## What is expected
Transcribe the listing below exactly, leaving nothing out.

## Excerpted data
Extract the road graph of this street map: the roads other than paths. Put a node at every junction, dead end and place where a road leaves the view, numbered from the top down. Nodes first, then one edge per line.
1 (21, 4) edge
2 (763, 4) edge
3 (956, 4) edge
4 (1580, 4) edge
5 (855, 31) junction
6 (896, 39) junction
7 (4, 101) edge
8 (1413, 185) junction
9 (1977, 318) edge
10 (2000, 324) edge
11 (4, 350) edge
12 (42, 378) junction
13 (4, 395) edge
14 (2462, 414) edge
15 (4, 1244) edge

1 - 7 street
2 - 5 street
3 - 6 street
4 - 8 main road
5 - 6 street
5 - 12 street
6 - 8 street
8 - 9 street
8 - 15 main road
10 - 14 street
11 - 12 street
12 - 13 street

## Solution to this task
Extract the road graph of this street map: the roads other than paths. Put a node at every junction, dead end and place where a road leaves the view, numbered from the top down. Nodes first, then one edge per line.
1 (21, 4) edge
2 (763, 4) edge
3 (956, 4) edge
4 (1580, 4) edge
5 (855, 31) junction
6 (896, 39) junction
7 (4, 101) edge
8 (1413, 185) junction
9 (1977, 318) edge
10 (2000, 324) edge
11 (4, 350) edge
12 (42, 378) junction
13 (4, 395) edge
14 (2462, 414) edge
15 (4, 1244) edge

1 - 7 street
2 - 5 street
3 - 6 street
4 - 8 main road
5 - 6 street
5 - 12 street
6 - 8 street
8 - 9 street
8 - 15 main road
10 - 14 street
11 - 12 street
12 - 13 street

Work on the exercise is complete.